在上面,它显示了 Contributor 的名字,但是在 _source 里含有我们不想要的字段,比如 @timestamp 以及 email。我们可以通过如下的方式来限制这些字段:
GET scoreboard/_search
{
"size": 0,
"query": {
"range": {
"@timestamp": {
"gte": "2021-02-01",
"lt": "2021-03-01"
}
}
},
"aggs": {
"by_user": {
"terms": {
"field": "email.keyword",
"size": 10,
"order": {
"total.value": "desc"
}
},
"aggs": {
"total": {
"sum": {
"field": "score"
}
},
"top_hits_name": {
"top_hits": {
"size": 1,
"sort": [
{
"@timestamp": {
"order": "desc"
}
}
],
"_source": {
"includes": "name"
}
}
}
}
}
}
}
在上面,我们使用了 includes 来选择 name,而其它的字段我们并不感兴趣:
"aggregations" : {
"by_user" : {
"doc_count_error_upper_bound" : 0,
"sum_other_doc_count" : 0,
"buckets" : [
{
"key" : "peter@example.org",
"doc_count" : 2,
"total" : {
"value" : 5.0
},
"top_hits_name" : {
"hits" : {
"total" : {
"value" : 2,
"relation" : "eq"
},
"max_score" : null,
"hits" : [
{
"_index" : "scoreboard",
"_type" : "_doc",
"_id" : "1nSCw3gBI6xucLpoqrCy",
"_score" : null,
"_source" : {
"name" : "Peter Parker"
},
"sort" : [
1614470400000
]
}
]
}
}
}
...
到目前为止,我们已经完成了我们想要的功能。
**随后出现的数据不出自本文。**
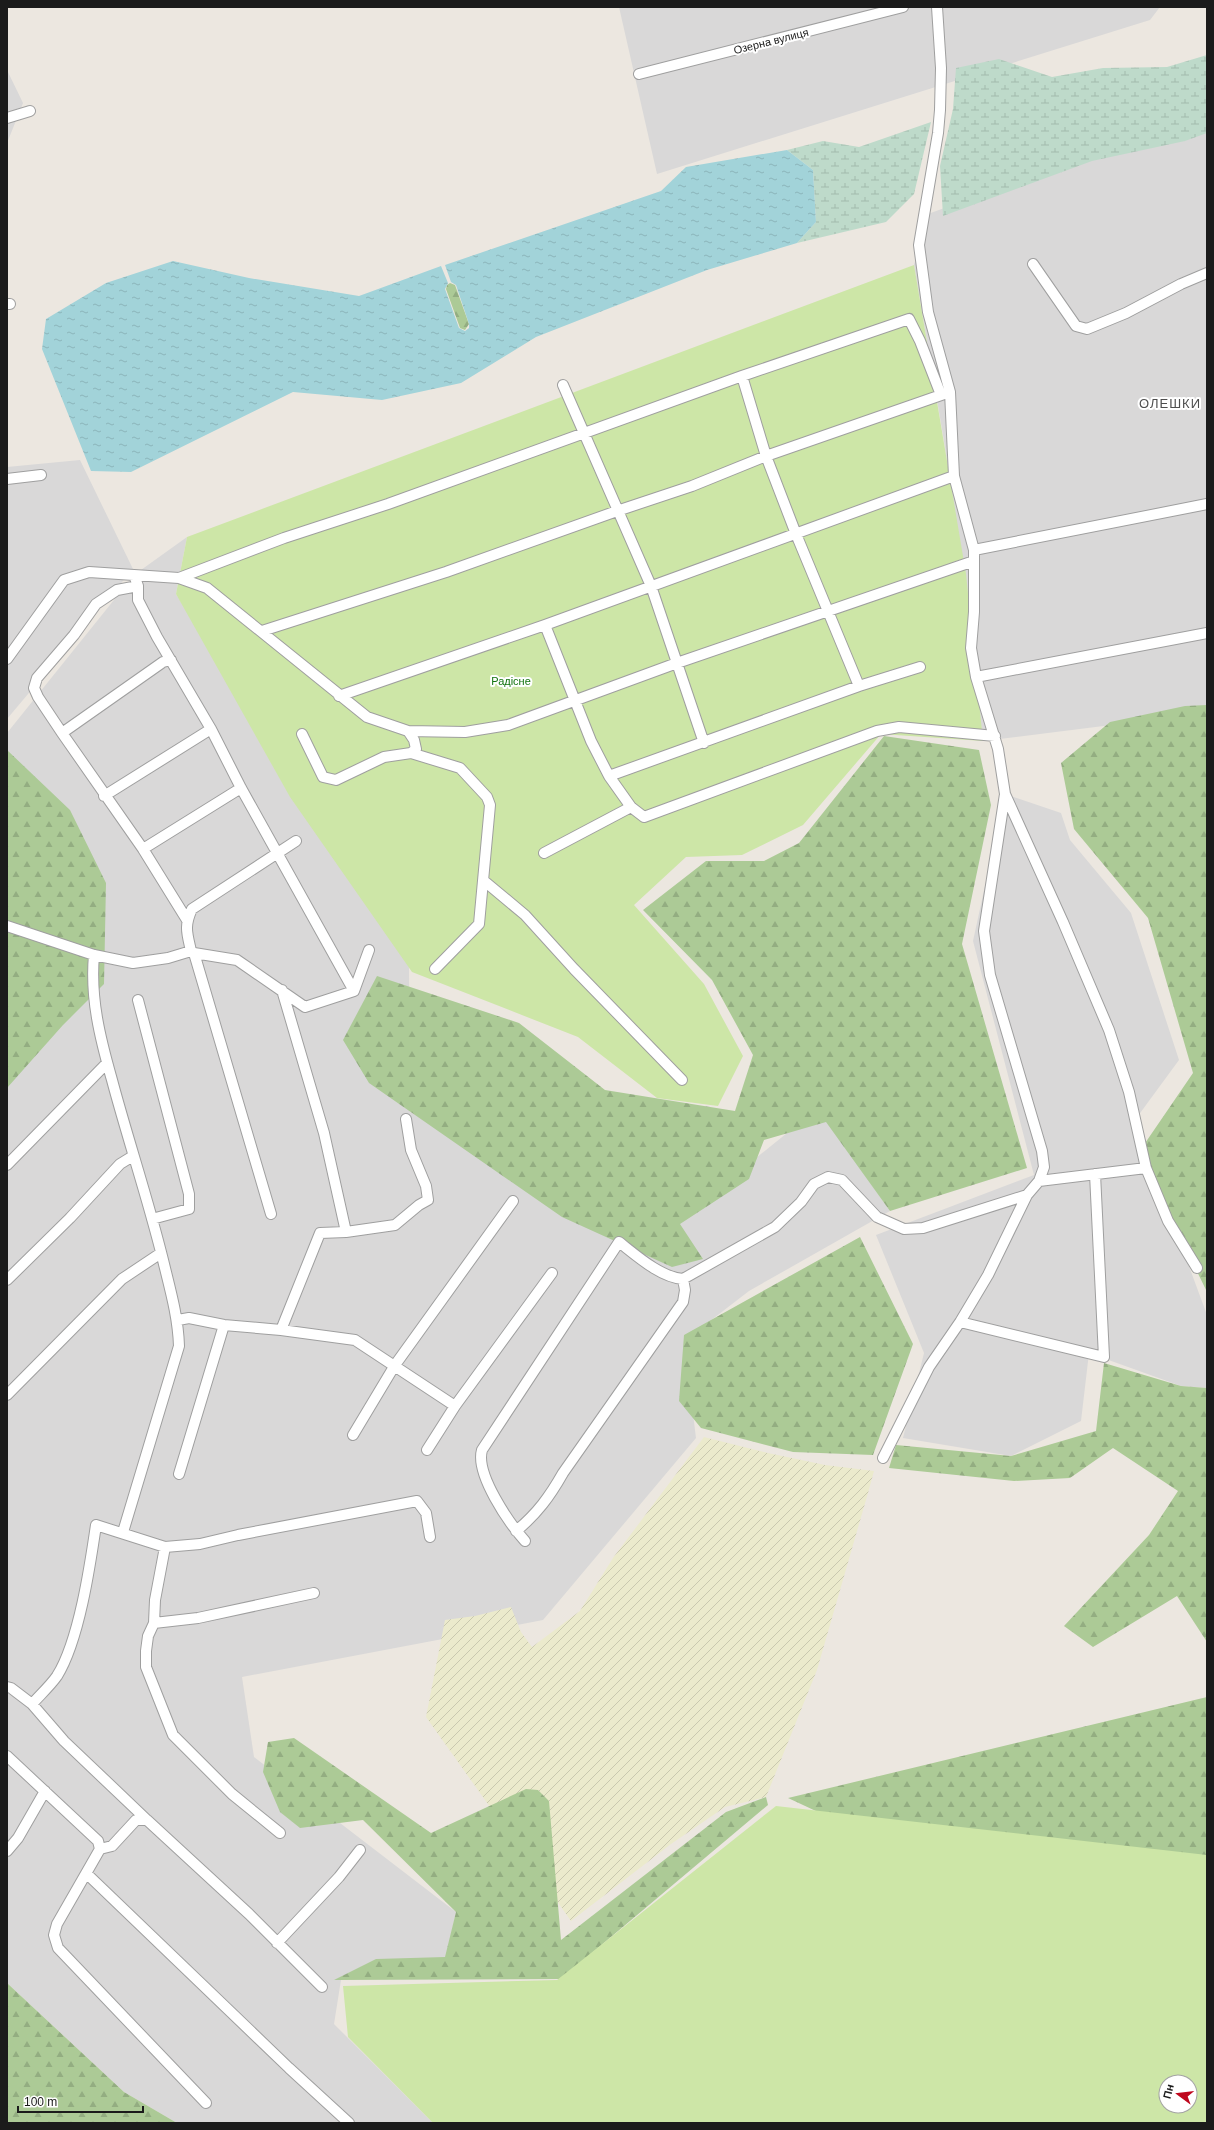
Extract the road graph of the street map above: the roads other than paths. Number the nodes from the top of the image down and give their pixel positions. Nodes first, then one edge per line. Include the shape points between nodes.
1 (903, 7) edge
2 (937, 7) edge
3 (639, 74) dead end
4 (30, 111) dead end
5 (7, 118) edge
6 (1033, 264) dead end
7 (1207, 273) edge
8 (742, 376) junction
9 (563, 385) dead end
10 (946, 394) junction
11 (583, 433) junction
12 (766, 456) junction
13 (41, 475) dead end
14 (954, 476) junction
15 (7, 479) edge
16 (1207, 504) edge
17 (617, 511) junction
18 (796, 534) junction
19 (974, 550) junction
20 (974, 561) junction
21 (134, 575) junction
22 (179, 578) junction
23 (138, 586) junction
24 (651, 586) junction
25 (829, 611) junction
26 (545, 625) junction
27 (262, 631) junction
28 (1207, 633) edge
29 (7, 659) edge
30 (172, 660) junction
31 (677, 663) junction
32 (920, 667) dead end
33 (976, 677) junction
34 (859, 686) junction
35 (339, 696) junction
36 (575, 701) junction
37 (211, 729) junction
38 (408, 731) junction
39 (62, 733) junction
40 (302, 734) dead end
41 (995, 736) junction
42 (704, 743) junction
43 (411, 753) junction
44 (609, 776) junction
45 (242, 788) junction
46 (1005, 794) junction
47 (104, 796) junction
48 (631, 807) junction
49 (296, 841) dead end
50 (143, 849) junction
51 (278, 853) junction
52 (544, 854) dead end
53 (483, 880) junction
54 (187, 920) junction
55 (7, 926) edge
56 (369, 950) dead end
57 (192, 952) junction
58 (94, 955) junction
59 (435, 969) dead end
60 (282, 990) junction
61 (354, 991) junction
62 (138, 1000) dead end
63 (107, 1063) junction
64 (682, 1080) dead end
65 (406, 1119) dead end
66 (132, 1156) junction
67 (7, 1165) edge
68 (1146, 1168) junction
69 (1095, 1174) junction
70 (1039, 1181) junction
71 (1027, 1195) junction
72 (513, 1201) dead end
73 (271, 1214) dead end
74 (152, 1219) junction
75 (346, 1232) junction
76 (161, 1253) junction
77 (1197, 1268) dead end
78 (552, 1273) dead end
79 (683, 1279) junction
80 (7, 1280) edge
81 (178, 1320) junction
82 (960, 1322) junction
83 (224, 1326) junction
84 (281, 1330) junction
85 (395, 1366) junction
86 (7, 1395) edge
87 (456, 1406) junction
88 (353, 1435) dead end
89 (427, 1450) dead end
90 (883, 1458) dead end
91 (179, 1474) dead end
92 (516, 1530) junction
93 (123, 1532) junction
94 (430, 1537) dead end
95 (525, 1541) dead end
96 (165, 1547) junction
97 (314, 1593) dead end
98 (154, 1623) junction
99 (7, 1687) edge
100 (32, 1704) junction
101 (7, 1756) edge
102 (45, 1791) junction
103 (147, 1820) junction
104 (280, 1833) dead end
105 (100, 1849) junction
106 (360, 1850) dead end
107 (7, 1851) edge
108 (87, 1874) junction
109 (277, 1943) junction
110 (322, 1986) dead end
111 (206, 2103) dead end
112 (350, 2123) edge

1 - 3 street, Озерна вулиця
2 - 10 street via 941,68 940,110 919,245 928,312
4 - 5 street
6 - 7 street via 1076,326 1087,329
8 - 10 street via 909,319
8 - 11 street
8 - 12 street
9 - 11 street
10 - 12 street
10 - 14 street
11 - 17 street
11 - 22 street via 388,504 284,538
12 - 17 street via 692,486
12 - 18 street
13 - 15 street
14 - 18 street
14 - 19 street
16 - 19 street
17 - 24 street
17 - 27 street via 446,572
18 - 24 street
18 - 25 street
19 - 20 street
20 - 25 street
20 - 33 street via 971,648
21 - 22 street
21 - 23 street
21 - 29 street via 89,572 64,580
22 - 27 street via 207,588
23 - 30 street via 138,600
23 - 39 street via 117,590 96,604 74,635 37,678 34,688 38,697
24 - 26 street
24 - 31 street
25 - 31 street
25 - 34 street
26 - 35 street
26 - 36 street
27 - 35 street
28 - 33 street
30 - 37 street
30 - 39 street via 163,662
31 - 36 street
31 - 42 street
32 - 34 street
33 - 41 street
34 - 42 street
35 - 38 street via 367,717
36 - 38 street via 508,725 465,732
36 - 44 street
37 - 45 street
37 - 47 street
38 - 43 street via 416,749
39 - 47 street
40 - 43 street via 323,777 329,779 336,780 384,757
41 - 46 street
41 - 48 street via 899,727 877,731 644,817
42 - 44 street
43 - 53 street via 460,768 487,796 490,805
44 - 48 street
45 - 50 street
45 - 51 street
46 - 68 street via 1109,1030 1129,1092
46 - 70 street via 984,931 990,975 1042,1151 1044,1167
47 - 50 street
48 - 52 street
49 - 51 street
50 - 54 street
51 - 54 street via 192,909
51 - 61 street
53 - 59 street via 479,924
53 - 64 street via 525,915
54 - 57 street via 186,930
55 - 58 street
56 - 61 street
57 - 58 street via 133,963
57 - 60 street via 236,960 266,982
57 - 73 street
58 - 63 street via 92,978 96,1014
60 - 61 street via 305,1007
60 - 75 street via 324,1133
62 - 74 street via 189,1194 189,1209
63 - 66 street
63 - 67 street
65 - 75 street via 411,1150 426,1186 428,1200 395,1225
66 - 74 street
66 - 80 street via 120,1164
68 - 69 street
68 - 77 street via 1168,1222
69 - 70 street
69 - 82 street via 1104,1357
70 - 71 street
71 - 79 street via 923,1228 904,1229 877,1217 842,1180 828,1177 814,1184 801,1202 775,1227
71 - 82 street via 988,1276
72 - 85 street
74 - 76 street
75 - 84 street via 320,1233
76 - 81 street
76 - 86 street via 122,1279
78 - 87 street
79 - 92 street via 683,1302 563,1473 548,1499 531,1519
79 - 92 street via 657,1270 619,1242 482,1450 480,1458 486,1478
81 - 83 street via 189,1318
81 - 93 street via 179,1346
82 - 90 street via 929,1366
83 - 84 street
83 - 91 street
84 - 85 street via 355,1340
85 - 87 street
85 - 88 street
87 - 89 street
92 - 95 street
93 - 96 street
93 - 100 street via 96,1524 79,1615 66,1656 56,1677
94 - 96 street via 426,1513 417,1501 200,1544
96 - 98 street via 155,1600
97 - 98 street via 198,1618
98 - 104 street via 148,1636 146,1667 173,1735 232,1794
99 - 100 street
100 - 103 street via 64,1741
101 - 102 street
102 - 105 street via 98,1841
102 - 107 street via 18,1838
103 - 105 street via 136,1820 112,1846
103 - 109 street
105 - 108 street
106 - 109 street via 339,1877
108 - 111 street via 57,1924 54,1935 58,1948
108 - 112 street
109 - 110 street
我们通过 top_hits 获得每个 Contributor 的名字。但是这种方法是不是最优的呢?毕竟 top_hits 需要去读取每个 source。
进一步思考
为了找出来 Contributor 的名字,我们可以使用 terms aggregator,并以 @timestamp 来进行排序:
GET scoreboard/_search
{
"size": 0,
"query": {
"range": {
"@timestamp": {
"gte": "2021-02-01",
"lt": "2021-03-01"
}
}
},
"aggs": {
"by_user": {
"terms": {
"field": "email.keyword",
"size": 10,
"order": {
"total.value": "desc"
}
},
"aggs": {
"total": {
"sum": {
"field": "score"
}
},
"name": {
"terms": {
"field": "name.keyword",
"size": 1,
"order": {
"latest.value": "desc"
}
},
"aggs": {
"latest": {
"max": {
"field": "@timestamp"
}
}
}
}
}
}
}
}
在上面,我们使用了 max aggregation 来获取每个 terms 桶里最大的一个时间,并按照这个时间进行排序。
上面显示的结果为:
{
"took" : 1,
"timed_out" : false,
"_shards" : {
"total" : 1,
"successful" : 1,
"skipped" : 0,
"failed" : 0
},
"hits" : {
"total" : {
"value" : 8,
"relation" : "eq"
},
"max_score" : null,
"hits" : [ ]
},
"aggregations" : {
"by_user" : {
"doc_count_error_upper_bound" : 0,
"sum_other_doc_count" : 0,
"buckets" : [
{
"key" : "peter@example.org",
"doc_count" : 2,
"total" : {
"value" : 5.0
},
"name" : {
"doc_count_error_upper_bound" : 0,
"sum_other_doc_count" : 1,
"buckets" : [
{
"key" : "Peter Parker",
"doc_count" : 1,
"latest" : {
"value" : 1.6144704E12,
"value_as_string" : "2021-02-28T00:00:00.000Z"
}
}
]
}
},
{
"key" : "other@example.org",
"doc_count" : 4,
"total" : {
"value" : 4.0
},
"name" : {
"doc_count_error_upper_bound" : 0,
"sum_other_doc_count" : 2,
"buckets" : [
{
"key" : "Someone Other",
"doc_count" : 2,
"latest" : {
"value" : 1.6144704E12,
"value_as_string" : "2021-02-28T00:00:00.000Z"
}
}
]
}
},
{
"key" : "paul@example.org",
"doc_count" : 1,
"total" : {
"value" : 4.0
},
"name" : {
"doc_count_error_upper_bound" : 0,
"sum_other_doc_count" : 0,
"buckets" : [
{
"key" : "Paul Paulinson",
"doc_count" : 1,
"latest" : {
"value" : 1.6121376E12,
"value_as_string" : "2021-02-01T00:00:00.000Z"
}
}
]
}
},
{
"key" : "peter@otherexample.org",
"doc_count" : 1,
"total" : {
"value" : 3.0
},
"name" : {
"doc_count_error_upper_bound" : 0,
"sum_other_doc_count" : 0,
"buckets" : [
{
"key" : "Peter Parker",
"doc_count" : 1,
"latest" : {
"value" : 1.6132608E12,
"value_as_string" : "2021-02-14T00:00:00.000Z"
}
}
]
}
}
]
}
}
}